### [WHAT TO PRODUCE]
Identify each line in the records below that contains the word "other", and copy it.

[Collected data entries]
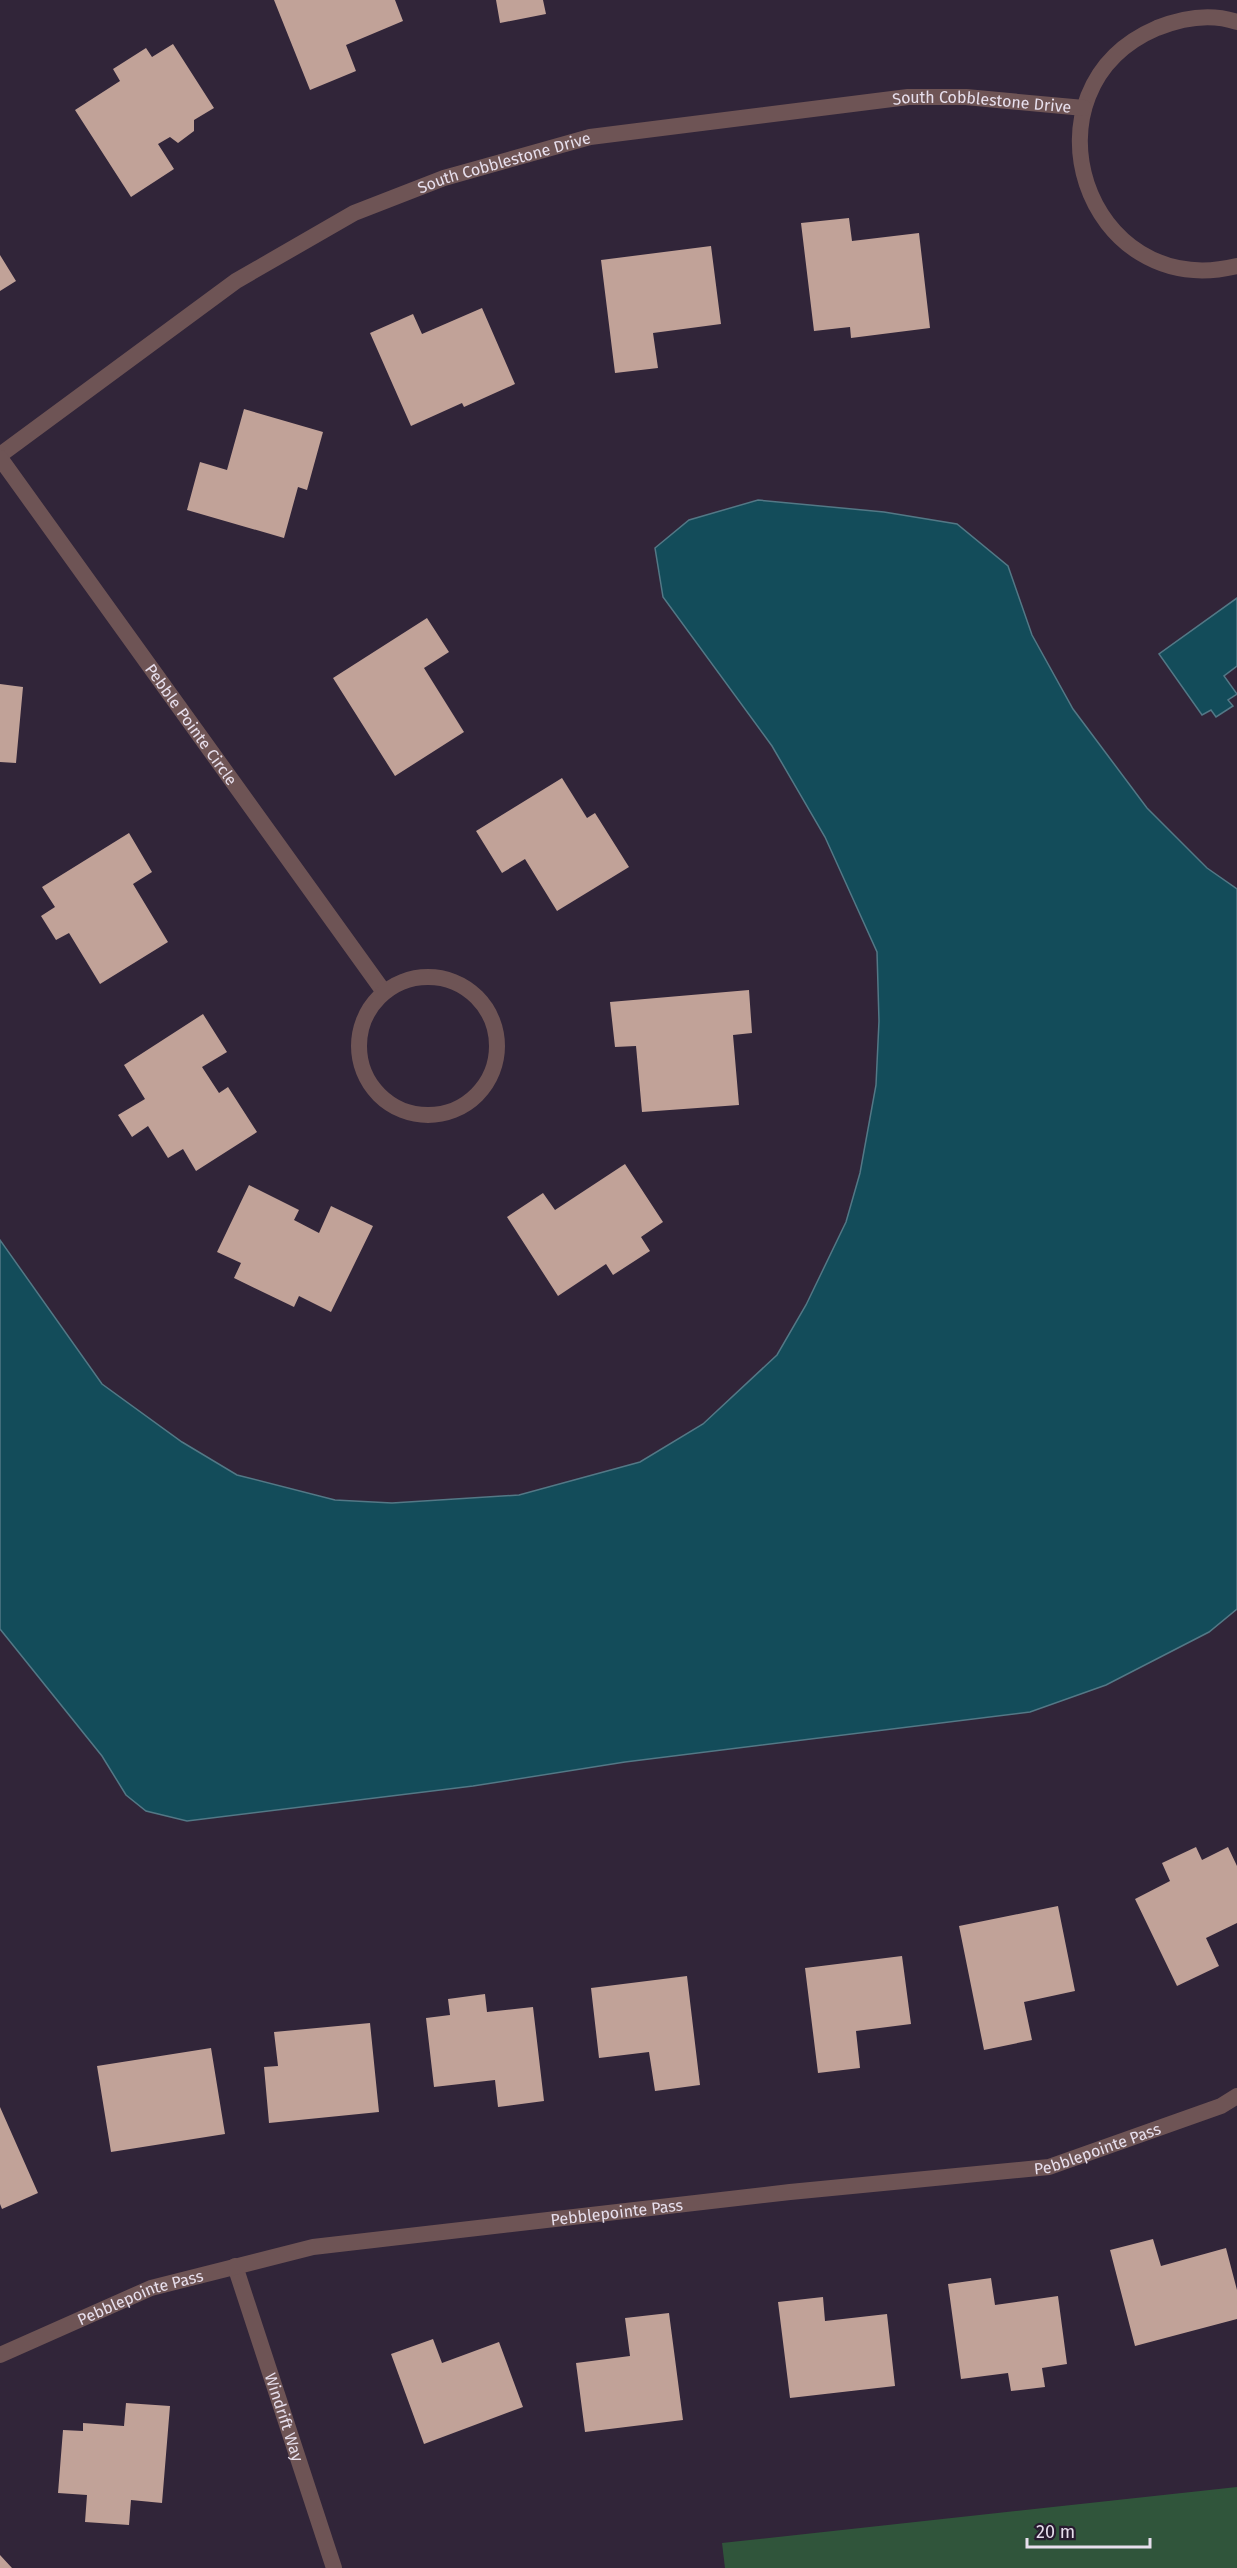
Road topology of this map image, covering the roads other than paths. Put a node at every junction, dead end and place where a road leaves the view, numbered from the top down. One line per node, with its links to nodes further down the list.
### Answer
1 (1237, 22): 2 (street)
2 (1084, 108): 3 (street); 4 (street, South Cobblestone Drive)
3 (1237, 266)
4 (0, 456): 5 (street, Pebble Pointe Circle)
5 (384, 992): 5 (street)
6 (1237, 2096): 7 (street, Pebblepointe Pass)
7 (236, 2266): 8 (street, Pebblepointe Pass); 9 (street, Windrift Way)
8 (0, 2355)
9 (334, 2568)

* * *

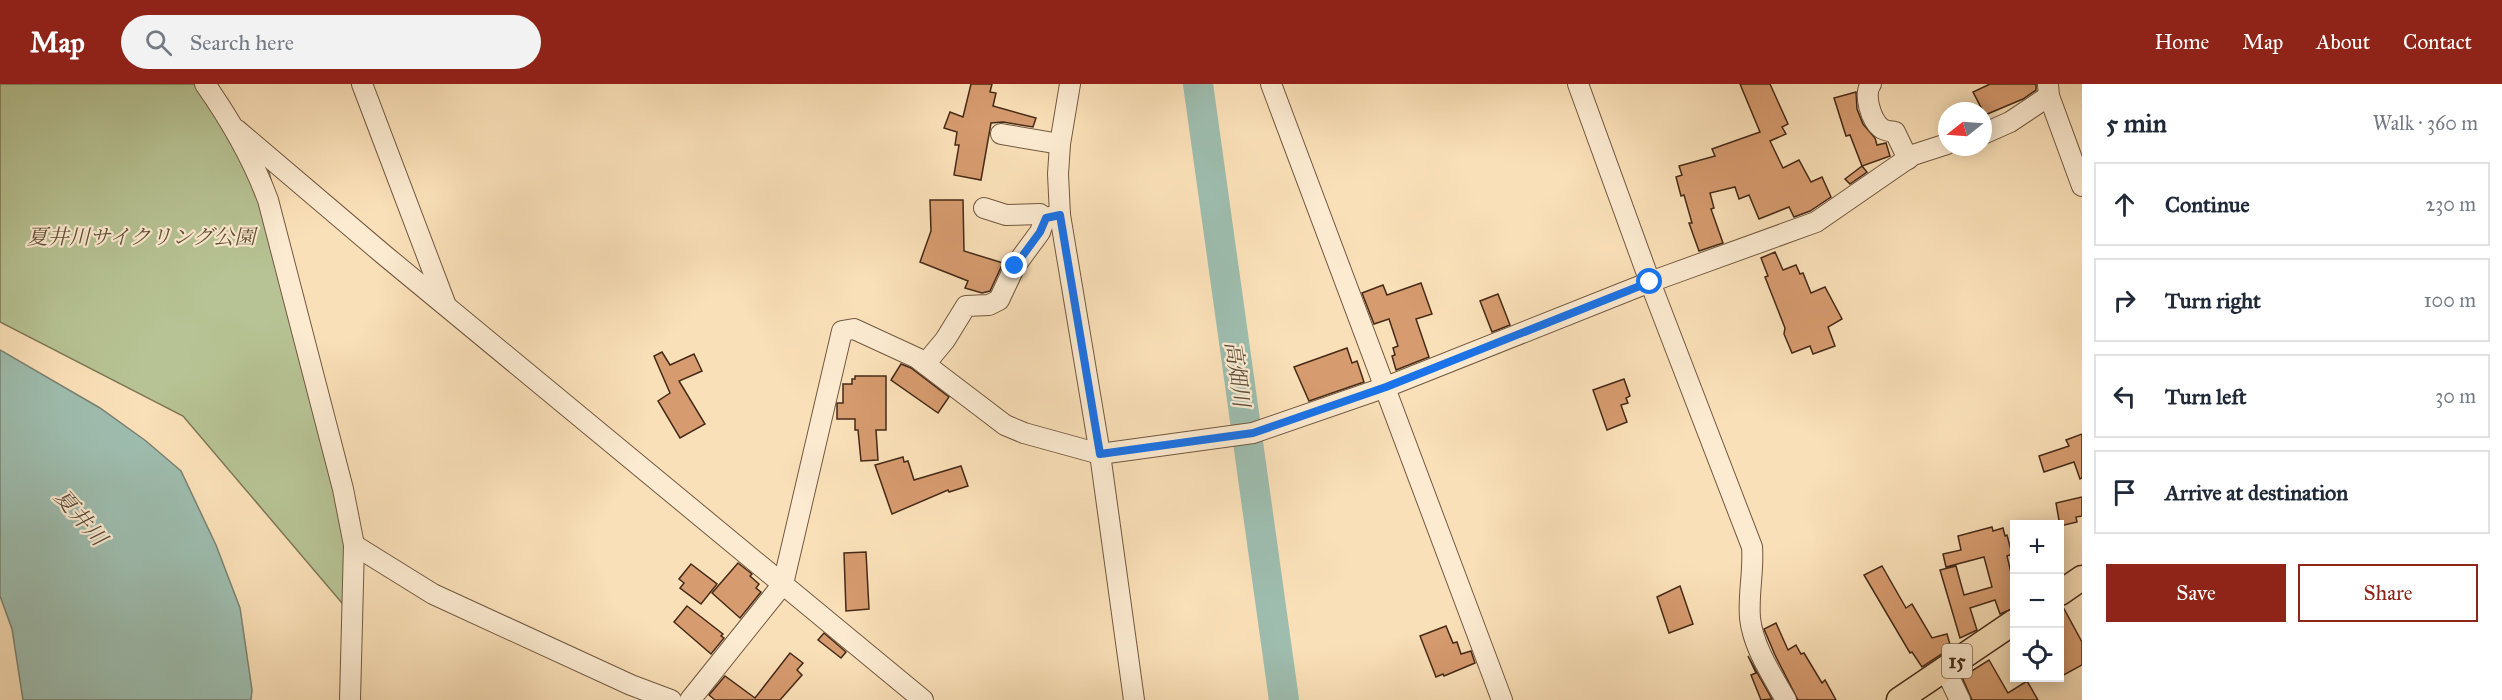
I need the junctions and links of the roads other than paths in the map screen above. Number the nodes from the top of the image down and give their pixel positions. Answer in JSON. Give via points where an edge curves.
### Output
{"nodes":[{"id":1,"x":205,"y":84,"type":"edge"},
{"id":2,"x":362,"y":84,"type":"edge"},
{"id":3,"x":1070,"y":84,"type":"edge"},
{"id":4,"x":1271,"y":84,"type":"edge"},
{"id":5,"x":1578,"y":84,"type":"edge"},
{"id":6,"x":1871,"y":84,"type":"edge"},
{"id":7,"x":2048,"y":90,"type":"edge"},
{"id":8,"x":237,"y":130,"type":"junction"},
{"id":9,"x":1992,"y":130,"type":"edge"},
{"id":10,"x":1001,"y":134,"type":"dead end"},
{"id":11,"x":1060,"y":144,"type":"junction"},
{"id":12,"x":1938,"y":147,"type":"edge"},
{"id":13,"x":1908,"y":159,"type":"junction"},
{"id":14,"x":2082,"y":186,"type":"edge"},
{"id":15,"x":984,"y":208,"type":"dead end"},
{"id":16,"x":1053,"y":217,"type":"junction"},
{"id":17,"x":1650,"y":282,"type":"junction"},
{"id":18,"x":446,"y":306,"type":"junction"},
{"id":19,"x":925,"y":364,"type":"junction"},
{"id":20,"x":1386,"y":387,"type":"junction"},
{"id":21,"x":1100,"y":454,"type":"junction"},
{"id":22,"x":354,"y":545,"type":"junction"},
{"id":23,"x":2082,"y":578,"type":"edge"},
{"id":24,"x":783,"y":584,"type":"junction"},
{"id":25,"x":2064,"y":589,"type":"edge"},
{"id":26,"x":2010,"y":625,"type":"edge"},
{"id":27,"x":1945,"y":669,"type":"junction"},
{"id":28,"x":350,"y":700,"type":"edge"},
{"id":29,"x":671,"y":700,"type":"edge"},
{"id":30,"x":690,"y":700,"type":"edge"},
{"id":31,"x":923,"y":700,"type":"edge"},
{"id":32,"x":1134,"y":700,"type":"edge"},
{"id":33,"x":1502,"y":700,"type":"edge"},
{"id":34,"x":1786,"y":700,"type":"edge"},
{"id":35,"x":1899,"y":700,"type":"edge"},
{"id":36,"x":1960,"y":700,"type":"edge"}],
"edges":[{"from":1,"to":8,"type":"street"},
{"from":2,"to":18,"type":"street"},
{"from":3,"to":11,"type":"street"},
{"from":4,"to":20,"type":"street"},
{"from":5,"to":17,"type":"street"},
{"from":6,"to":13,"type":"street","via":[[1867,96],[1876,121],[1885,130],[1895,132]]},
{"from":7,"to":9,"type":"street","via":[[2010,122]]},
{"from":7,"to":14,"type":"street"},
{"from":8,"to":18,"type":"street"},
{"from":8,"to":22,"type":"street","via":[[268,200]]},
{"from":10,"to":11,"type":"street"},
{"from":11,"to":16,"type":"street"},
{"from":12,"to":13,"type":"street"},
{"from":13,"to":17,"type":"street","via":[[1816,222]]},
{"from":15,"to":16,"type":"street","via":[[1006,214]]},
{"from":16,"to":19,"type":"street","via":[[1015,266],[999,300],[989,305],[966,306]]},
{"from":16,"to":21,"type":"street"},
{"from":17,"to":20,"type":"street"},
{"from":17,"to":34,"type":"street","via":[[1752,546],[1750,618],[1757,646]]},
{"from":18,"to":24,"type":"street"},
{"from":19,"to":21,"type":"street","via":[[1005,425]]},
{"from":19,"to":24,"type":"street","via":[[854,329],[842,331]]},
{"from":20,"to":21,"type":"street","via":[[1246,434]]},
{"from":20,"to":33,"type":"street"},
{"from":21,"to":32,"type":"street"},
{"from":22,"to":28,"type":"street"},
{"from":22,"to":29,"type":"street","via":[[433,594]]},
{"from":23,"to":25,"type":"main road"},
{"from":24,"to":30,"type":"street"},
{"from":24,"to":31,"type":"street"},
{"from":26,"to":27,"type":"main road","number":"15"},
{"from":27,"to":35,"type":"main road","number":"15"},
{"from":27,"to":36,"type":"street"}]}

### [TASK SOLUTION]
Road topology of this map image, covering the roads other than paths. Put a node at every junction, dead end and place where a road leaves the view, numbered from the top down. One line per node, with its links to nodes further down the list.
I need the junctions and links of the roads other than paths in the map screen above. Number the nodes from the top of the image down and give their pixel positions. Answer in JSON. Give via points where an edge curves.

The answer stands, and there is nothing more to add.